**PROBLEM REQUIREMENTS:**
Each line that includes "roads" must be copied from the records.

**Saved entries:**
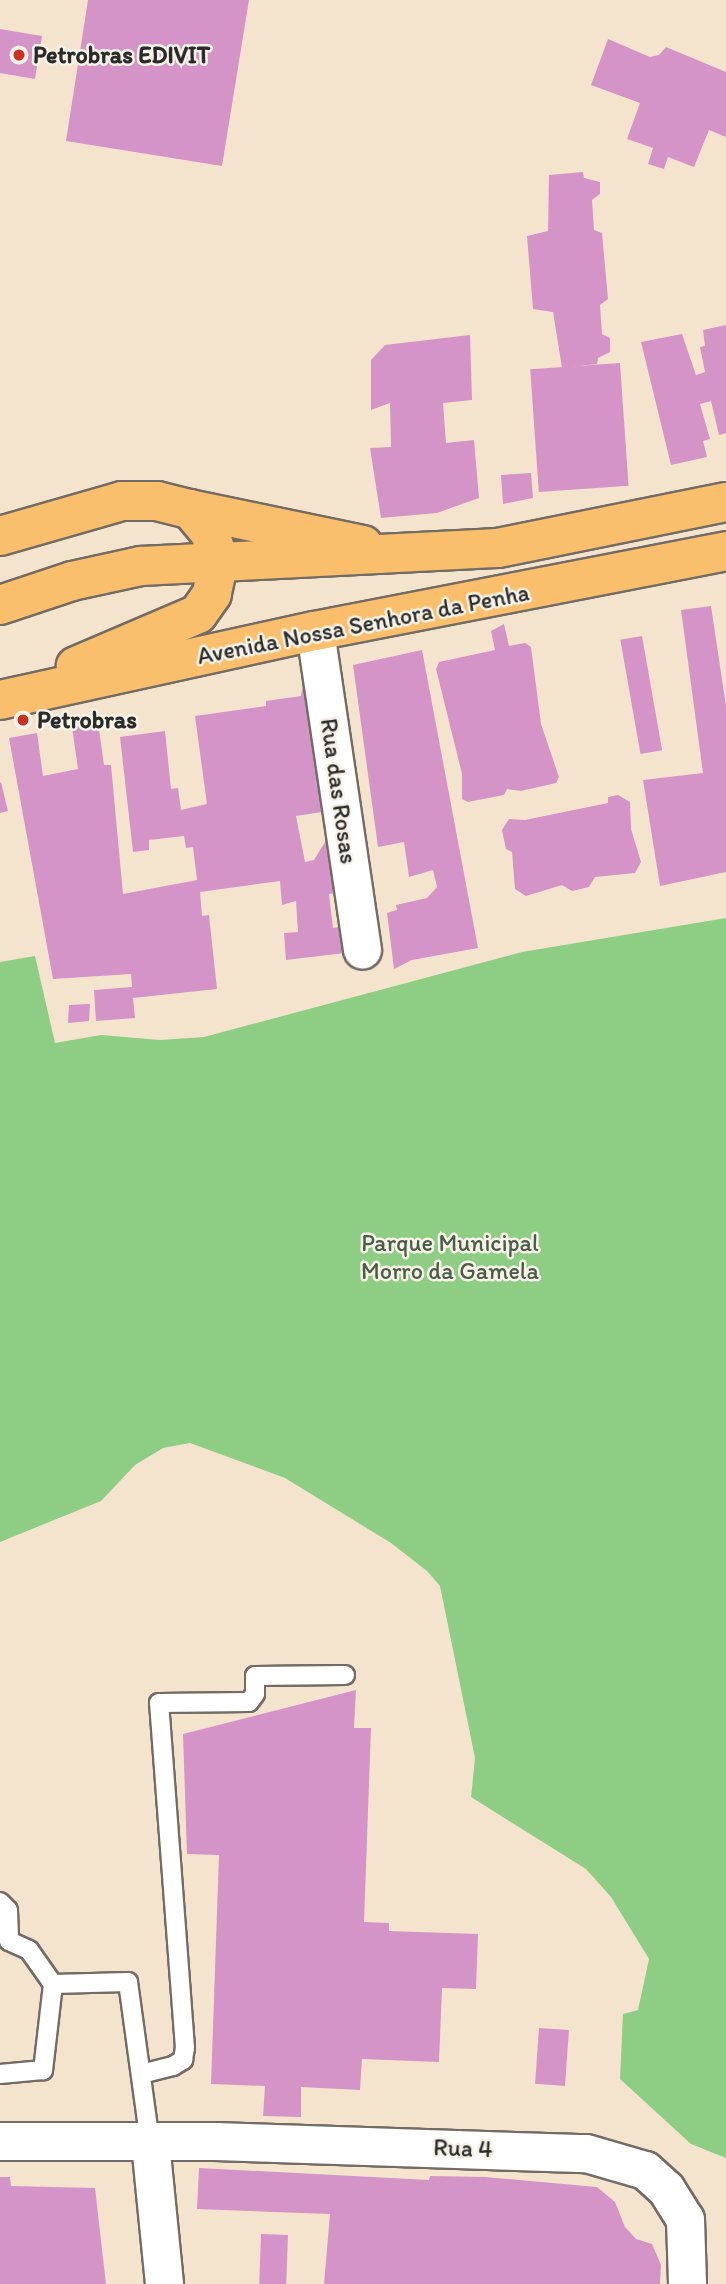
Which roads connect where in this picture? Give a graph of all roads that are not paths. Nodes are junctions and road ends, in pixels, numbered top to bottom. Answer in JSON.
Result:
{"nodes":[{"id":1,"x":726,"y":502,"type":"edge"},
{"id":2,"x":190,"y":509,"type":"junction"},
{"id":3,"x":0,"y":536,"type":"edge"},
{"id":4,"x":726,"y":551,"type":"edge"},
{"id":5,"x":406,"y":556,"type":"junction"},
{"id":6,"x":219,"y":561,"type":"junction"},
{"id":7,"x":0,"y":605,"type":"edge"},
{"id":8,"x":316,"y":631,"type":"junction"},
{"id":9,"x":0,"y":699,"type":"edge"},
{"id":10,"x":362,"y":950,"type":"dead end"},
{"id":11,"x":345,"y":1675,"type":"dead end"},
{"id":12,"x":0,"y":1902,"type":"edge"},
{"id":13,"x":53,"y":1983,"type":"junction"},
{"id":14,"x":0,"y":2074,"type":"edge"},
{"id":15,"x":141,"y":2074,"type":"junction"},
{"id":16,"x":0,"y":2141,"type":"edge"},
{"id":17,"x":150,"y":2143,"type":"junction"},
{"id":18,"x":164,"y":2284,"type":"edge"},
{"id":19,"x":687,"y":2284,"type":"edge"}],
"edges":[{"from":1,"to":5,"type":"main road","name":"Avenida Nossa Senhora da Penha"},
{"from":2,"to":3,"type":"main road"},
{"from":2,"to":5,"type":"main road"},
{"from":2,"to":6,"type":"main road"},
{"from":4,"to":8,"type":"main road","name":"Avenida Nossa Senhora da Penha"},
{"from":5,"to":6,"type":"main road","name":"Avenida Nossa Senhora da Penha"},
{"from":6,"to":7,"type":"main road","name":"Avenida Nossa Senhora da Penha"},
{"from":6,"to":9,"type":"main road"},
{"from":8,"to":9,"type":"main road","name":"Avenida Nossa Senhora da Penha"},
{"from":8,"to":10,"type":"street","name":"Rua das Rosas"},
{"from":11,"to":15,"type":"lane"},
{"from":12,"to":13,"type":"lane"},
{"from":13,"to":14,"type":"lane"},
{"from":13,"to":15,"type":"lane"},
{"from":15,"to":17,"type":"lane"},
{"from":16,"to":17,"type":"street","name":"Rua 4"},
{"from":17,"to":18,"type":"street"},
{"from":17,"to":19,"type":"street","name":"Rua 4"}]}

* * *

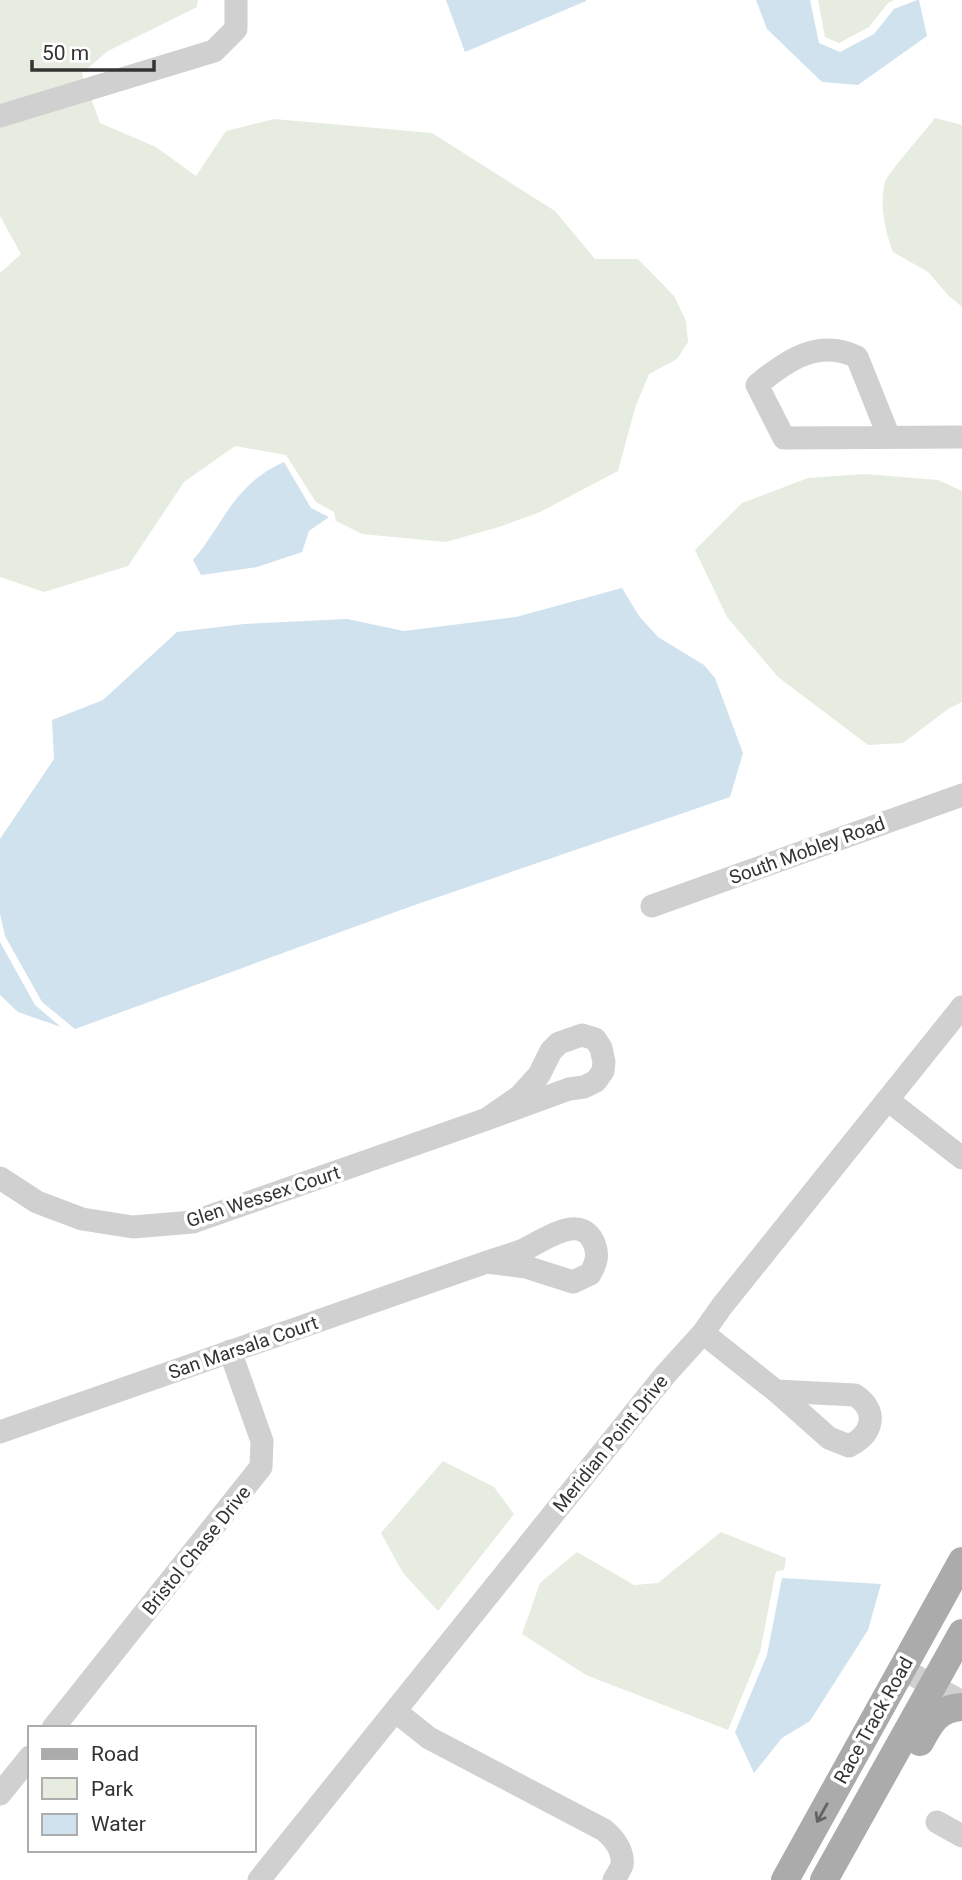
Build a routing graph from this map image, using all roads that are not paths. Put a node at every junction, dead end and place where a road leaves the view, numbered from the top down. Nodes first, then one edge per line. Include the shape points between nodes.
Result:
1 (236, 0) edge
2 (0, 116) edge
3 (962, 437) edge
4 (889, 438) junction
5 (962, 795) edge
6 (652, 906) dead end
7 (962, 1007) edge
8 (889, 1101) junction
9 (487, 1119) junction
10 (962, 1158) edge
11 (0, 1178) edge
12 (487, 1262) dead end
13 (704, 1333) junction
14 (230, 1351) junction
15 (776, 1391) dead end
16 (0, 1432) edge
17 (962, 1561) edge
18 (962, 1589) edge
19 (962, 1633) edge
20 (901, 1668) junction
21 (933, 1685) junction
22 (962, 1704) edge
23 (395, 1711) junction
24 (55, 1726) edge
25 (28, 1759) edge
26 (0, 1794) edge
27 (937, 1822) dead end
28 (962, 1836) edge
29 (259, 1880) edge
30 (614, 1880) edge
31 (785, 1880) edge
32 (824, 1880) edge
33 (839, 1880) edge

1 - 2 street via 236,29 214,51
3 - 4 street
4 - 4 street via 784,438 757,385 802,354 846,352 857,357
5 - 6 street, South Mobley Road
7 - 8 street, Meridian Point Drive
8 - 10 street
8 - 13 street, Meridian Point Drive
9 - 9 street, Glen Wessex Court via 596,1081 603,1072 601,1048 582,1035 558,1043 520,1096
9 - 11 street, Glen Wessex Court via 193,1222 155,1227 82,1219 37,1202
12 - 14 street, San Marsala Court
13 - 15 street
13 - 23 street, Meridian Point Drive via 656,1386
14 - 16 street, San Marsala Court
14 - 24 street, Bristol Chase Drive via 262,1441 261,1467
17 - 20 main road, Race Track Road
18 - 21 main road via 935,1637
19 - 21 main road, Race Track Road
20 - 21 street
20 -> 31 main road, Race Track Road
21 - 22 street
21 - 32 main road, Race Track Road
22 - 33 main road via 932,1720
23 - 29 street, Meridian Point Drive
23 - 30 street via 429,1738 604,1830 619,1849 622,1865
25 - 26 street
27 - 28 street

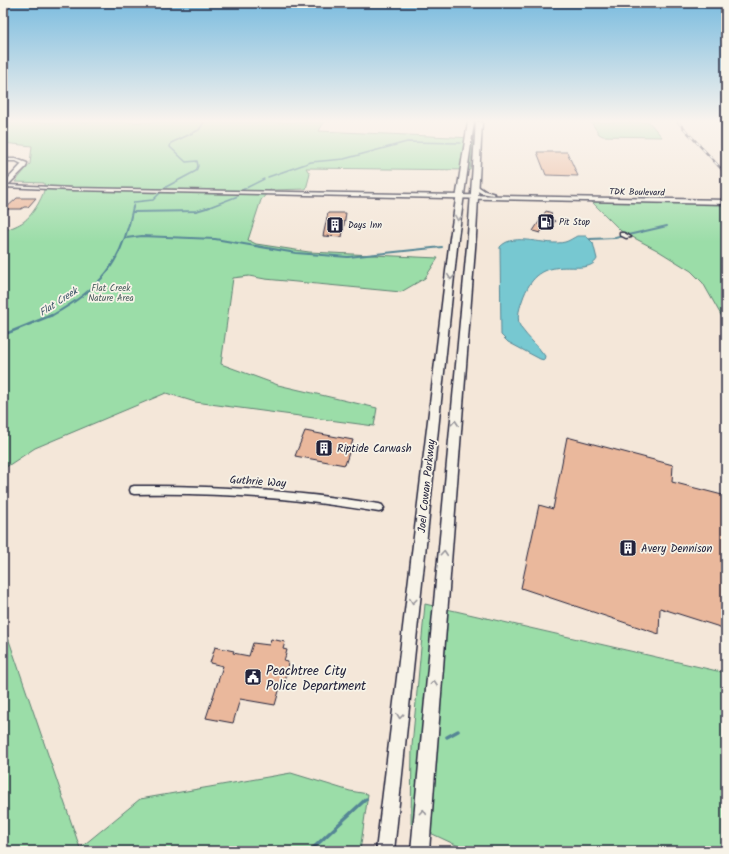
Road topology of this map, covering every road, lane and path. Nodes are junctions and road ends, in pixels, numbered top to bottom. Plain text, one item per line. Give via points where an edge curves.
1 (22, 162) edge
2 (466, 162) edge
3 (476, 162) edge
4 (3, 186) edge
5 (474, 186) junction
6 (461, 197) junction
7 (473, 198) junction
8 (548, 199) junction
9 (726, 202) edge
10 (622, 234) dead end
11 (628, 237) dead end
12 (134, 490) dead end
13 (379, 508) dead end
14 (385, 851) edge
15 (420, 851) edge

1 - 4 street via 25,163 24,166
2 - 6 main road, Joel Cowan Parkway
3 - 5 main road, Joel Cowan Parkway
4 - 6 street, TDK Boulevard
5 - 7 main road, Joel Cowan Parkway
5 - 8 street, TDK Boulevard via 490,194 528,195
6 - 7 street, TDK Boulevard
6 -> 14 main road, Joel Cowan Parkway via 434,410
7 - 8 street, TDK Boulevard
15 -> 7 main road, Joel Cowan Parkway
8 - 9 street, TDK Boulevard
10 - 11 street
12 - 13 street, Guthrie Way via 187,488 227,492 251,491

**COMPLETED TASK:**
Which roads connect where in this picture? Give a graph of all roads that are not paths. Nodes are junctions and road ends, in pixels, numbered top to bottom. Answer in JSON.
Build a routing graph from this map image, using all roads that are not paths. Put a node at every junction, dead end and place where a road leaves the view, numbered from the top down. Nodes first, then one edge per line. Include the shape points between nodes.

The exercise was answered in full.